Mostly because Europe still largely thinks in "Classes†— I know, I was born and raised there — and those of us in whose mind it doesn’t fit easily always felt weird about it.
Guys, we’re starting to feel weird about what the US is doing too.
I do urge you to read it in full. Like a lot of the products of Hoyt's MENSA mind it goes down a lot of different paths before before having them all begin to merge.
Her piece brought to mind an exchange I had with a professor this past semester.
The professor in question is a damned good one and teaches an extremely interesting class on the history of technology, which she comes at from very non-intuitive and thought provoking directions. At one point we were discussing the politics of late 19th century tech and she asked "Who is the left?" After a brief back and forth, she provided her answer, "Cosmopolitans!" Her position was that the left is constitutionally cosmopolitan as they are able to make common cause with people around the world without regard to national boundaries. This is not actually that far off, though it glosses over a bit. In particular she was very keen on pushing the internationalist aspect as opposed to any meaningful connection to the the origins of the word in the French Revolution. However, both are entwined closely.

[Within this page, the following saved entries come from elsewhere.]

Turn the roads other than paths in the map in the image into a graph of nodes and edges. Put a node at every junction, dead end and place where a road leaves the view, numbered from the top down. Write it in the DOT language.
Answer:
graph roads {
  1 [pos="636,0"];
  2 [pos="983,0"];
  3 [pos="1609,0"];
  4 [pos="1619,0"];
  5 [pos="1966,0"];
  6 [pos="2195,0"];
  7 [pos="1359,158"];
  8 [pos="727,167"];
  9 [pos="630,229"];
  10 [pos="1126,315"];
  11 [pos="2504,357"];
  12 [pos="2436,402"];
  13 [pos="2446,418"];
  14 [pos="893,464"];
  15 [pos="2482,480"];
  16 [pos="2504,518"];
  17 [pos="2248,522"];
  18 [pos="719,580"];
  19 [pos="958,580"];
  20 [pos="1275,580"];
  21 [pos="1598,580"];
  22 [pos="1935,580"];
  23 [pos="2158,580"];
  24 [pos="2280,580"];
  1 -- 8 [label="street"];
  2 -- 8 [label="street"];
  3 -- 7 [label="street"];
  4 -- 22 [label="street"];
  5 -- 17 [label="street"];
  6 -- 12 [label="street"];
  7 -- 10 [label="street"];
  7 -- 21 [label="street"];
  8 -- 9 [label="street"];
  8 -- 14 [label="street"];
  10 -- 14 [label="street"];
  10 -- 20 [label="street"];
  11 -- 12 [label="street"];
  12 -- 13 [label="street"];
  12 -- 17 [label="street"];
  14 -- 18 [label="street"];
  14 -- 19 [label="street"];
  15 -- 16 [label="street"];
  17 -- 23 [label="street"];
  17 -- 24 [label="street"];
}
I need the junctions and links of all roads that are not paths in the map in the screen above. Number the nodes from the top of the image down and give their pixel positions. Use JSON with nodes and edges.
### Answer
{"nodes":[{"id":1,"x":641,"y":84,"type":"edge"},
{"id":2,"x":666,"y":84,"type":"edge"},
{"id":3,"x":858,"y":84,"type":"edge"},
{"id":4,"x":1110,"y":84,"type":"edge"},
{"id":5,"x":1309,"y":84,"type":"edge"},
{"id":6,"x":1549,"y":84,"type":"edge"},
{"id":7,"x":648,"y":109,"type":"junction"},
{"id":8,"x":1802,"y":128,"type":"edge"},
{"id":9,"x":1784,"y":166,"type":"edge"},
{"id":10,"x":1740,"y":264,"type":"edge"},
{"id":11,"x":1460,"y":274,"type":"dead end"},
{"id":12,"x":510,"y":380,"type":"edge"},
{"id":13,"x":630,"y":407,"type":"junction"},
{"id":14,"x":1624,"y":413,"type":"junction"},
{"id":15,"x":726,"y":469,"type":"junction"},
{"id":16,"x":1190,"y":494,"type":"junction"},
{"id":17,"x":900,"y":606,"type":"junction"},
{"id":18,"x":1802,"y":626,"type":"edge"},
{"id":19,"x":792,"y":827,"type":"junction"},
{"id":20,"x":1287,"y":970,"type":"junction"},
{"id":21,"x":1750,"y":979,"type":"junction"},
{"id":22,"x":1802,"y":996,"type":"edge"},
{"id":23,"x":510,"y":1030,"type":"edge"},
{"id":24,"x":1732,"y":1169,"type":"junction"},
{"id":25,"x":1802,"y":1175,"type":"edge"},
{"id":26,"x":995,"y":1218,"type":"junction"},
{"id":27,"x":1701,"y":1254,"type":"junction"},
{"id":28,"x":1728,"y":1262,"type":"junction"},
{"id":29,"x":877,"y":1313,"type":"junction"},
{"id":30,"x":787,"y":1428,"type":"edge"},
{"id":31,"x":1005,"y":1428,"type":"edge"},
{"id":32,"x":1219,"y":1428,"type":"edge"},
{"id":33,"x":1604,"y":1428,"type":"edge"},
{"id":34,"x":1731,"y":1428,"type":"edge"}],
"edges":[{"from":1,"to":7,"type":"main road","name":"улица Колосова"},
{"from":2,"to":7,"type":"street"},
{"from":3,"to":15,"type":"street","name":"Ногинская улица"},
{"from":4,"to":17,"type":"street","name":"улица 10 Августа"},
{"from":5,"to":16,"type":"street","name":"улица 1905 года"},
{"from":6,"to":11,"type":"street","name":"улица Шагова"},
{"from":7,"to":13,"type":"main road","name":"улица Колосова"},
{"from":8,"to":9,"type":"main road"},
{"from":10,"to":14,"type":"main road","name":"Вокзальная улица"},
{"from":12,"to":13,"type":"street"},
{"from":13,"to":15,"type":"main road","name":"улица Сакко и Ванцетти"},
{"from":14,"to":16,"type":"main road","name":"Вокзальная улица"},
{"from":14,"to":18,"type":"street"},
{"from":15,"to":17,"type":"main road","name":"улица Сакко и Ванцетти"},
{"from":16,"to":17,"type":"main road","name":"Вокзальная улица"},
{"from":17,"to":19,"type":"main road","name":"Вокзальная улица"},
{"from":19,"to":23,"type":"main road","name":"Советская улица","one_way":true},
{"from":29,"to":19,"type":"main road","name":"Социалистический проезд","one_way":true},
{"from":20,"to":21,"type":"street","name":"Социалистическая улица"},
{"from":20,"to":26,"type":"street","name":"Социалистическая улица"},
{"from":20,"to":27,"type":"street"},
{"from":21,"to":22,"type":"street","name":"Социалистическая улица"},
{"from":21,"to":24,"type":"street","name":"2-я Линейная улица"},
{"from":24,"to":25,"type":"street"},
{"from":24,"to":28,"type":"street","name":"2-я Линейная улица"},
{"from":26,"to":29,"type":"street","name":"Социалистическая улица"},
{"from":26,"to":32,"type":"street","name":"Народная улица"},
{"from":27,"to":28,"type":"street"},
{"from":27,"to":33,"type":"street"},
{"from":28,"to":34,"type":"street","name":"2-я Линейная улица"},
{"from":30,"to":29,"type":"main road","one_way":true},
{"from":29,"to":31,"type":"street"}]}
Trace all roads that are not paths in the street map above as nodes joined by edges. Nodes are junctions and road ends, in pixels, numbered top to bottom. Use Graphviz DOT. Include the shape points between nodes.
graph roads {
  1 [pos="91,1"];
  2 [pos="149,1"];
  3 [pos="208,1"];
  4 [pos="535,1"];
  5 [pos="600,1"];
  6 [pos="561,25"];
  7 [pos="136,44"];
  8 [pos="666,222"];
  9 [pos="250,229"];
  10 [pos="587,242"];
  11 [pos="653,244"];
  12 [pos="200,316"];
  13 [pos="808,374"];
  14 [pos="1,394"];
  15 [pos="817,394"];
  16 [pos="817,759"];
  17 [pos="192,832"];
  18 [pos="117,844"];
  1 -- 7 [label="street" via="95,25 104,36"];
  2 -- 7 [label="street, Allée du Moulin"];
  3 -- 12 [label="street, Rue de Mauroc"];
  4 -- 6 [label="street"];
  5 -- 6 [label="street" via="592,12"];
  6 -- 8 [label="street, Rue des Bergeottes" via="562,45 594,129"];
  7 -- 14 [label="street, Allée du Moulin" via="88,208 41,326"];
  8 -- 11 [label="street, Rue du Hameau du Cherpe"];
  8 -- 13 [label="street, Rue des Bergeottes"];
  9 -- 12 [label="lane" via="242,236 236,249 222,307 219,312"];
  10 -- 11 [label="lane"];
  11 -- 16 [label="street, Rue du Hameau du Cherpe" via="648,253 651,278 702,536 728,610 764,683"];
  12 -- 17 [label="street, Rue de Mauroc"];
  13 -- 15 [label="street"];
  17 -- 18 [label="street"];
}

For centuries Europe had a feudal system where a lord would run a small fiefdom and there would be various interactions with other aristocratic families, usually power related, but these guys ran the place. However, as fiefdoms merged into principalities and principalities into kingdoms and occasionally empires the power of the nobility waned. As the early policy in some regions of kings being elected gave way to primogeniture, the nobles became locked in, unable to advance, except at the expense of some other family, or perhaps in the event of a succession crisis, an invasion or coup. Then some of those damned commoners began making far more efficiently than any conceivable taxes on one's tenants. This was the merchant class, and they began creating wealth hand over fist and in some cases, like the Hanseatic League surpassed kingdoms in wealth, and certain aspects of power. Of course, to the nobles this was a great injustice. After all, they had legitimacy through their bloodline. These dirty capitalists selling cod of all things and gaining wealth without having first secured noble parentage were...CHEATING!
This being based on accident of birth, a litany of effete' social standards were set up to distinguish themselves from those who could not appreciate the magnificent blueness of the noble's blood. Their identity was not being common and so they shunned all things that had any trappings of the average people of their kingdom. On the other hand they tended to resent the upper aristocracy, who were a hard limit on their ascendance, indeed, an invasion or power struggle where a noble chose astutely to change loyalties could result in a major increase in stature. And of course these people had a white hot burning hatred for what we now refer to as capitalism as it enable even the basest people who were clever and assiduous to rise most distressingly...with no regard to ancestry.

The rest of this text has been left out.